Figure 5

Inhibition of ROS production leads to A549 cell protection from apoptosis induced by CANE. (a) A549 cells were treated with the NAC, Mito-TEMPO, NAC + CANE (100 μg/ml), Mito-TEMPO + CANE (100 μg/ml) for 24 h. Apoptosis was analyzed as the sub-G1 (%) fraction by FACS analysis. (b) Fluorescent images representing apoptotic morphology, oxidative stress and mitochondrial membrane potential (Δψm).

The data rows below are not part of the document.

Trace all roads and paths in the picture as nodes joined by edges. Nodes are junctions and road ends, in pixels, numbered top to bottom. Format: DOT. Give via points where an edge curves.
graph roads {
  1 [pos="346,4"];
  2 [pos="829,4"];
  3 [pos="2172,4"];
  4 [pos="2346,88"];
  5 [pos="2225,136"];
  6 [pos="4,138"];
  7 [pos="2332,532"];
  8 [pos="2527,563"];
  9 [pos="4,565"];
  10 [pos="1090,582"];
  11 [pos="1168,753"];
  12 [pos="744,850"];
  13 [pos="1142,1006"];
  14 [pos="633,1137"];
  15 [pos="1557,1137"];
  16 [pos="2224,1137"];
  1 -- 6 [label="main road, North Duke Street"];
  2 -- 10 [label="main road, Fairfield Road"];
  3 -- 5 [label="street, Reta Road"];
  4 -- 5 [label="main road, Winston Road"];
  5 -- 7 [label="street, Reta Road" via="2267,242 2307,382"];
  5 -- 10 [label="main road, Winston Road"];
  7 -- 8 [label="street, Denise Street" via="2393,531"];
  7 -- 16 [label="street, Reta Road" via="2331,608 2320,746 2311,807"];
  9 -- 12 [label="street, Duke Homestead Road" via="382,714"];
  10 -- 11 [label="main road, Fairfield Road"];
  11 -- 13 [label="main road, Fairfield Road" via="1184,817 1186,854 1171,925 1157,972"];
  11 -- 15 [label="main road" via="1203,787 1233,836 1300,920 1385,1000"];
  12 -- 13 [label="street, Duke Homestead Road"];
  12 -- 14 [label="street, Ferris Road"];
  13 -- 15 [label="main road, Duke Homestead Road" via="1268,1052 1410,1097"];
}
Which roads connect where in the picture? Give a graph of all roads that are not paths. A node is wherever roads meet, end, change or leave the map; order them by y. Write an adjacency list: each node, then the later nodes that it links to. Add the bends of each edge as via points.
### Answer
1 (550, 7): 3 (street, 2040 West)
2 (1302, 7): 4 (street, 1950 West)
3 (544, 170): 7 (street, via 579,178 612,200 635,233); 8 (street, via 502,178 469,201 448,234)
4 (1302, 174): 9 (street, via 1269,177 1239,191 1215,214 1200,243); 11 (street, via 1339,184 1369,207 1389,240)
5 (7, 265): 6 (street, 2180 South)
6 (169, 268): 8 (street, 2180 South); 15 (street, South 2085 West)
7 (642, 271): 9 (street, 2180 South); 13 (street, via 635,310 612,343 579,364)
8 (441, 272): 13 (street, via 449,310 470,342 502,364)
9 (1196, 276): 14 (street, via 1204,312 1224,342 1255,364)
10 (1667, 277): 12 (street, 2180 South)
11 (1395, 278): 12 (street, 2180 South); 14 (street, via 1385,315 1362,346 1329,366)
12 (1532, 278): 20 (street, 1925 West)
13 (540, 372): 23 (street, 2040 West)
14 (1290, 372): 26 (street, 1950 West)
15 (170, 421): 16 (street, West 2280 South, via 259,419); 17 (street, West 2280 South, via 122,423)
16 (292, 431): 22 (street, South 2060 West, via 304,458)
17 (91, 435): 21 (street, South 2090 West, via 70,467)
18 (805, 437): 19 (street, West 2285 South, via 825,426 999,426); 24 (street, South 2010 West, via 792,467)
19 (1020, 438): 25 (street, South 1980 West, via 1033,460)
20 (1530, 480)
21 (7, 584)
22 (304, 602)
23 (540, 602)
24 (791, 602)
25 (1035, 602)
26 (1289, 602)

Fluorescent images were captured at 20X magnification [scale bar = 0.1 mm]. (c,d) Fluorescence intensity of H₂DCFDA (green color) and MitoSOX (red color). (e) Apoptotic index based on Hoechst 33342 staining was calculated as the percentage of apoptotic nuclei compared to the total number of cells and is presented as the mean ± SD (n = 10). (f) Apoptotic cells based on AO/EtBr dual staining. (g) Fluorescent intensity of the cells representing mitochondrial membrane potential (Rhodamine 123). Image J software was used to determine the mean fluorescence intensity. Each value in the graphs represents as the mean ± SD of three independent experiments. Values with different superscripts differ significantly from each other (p < 0.05).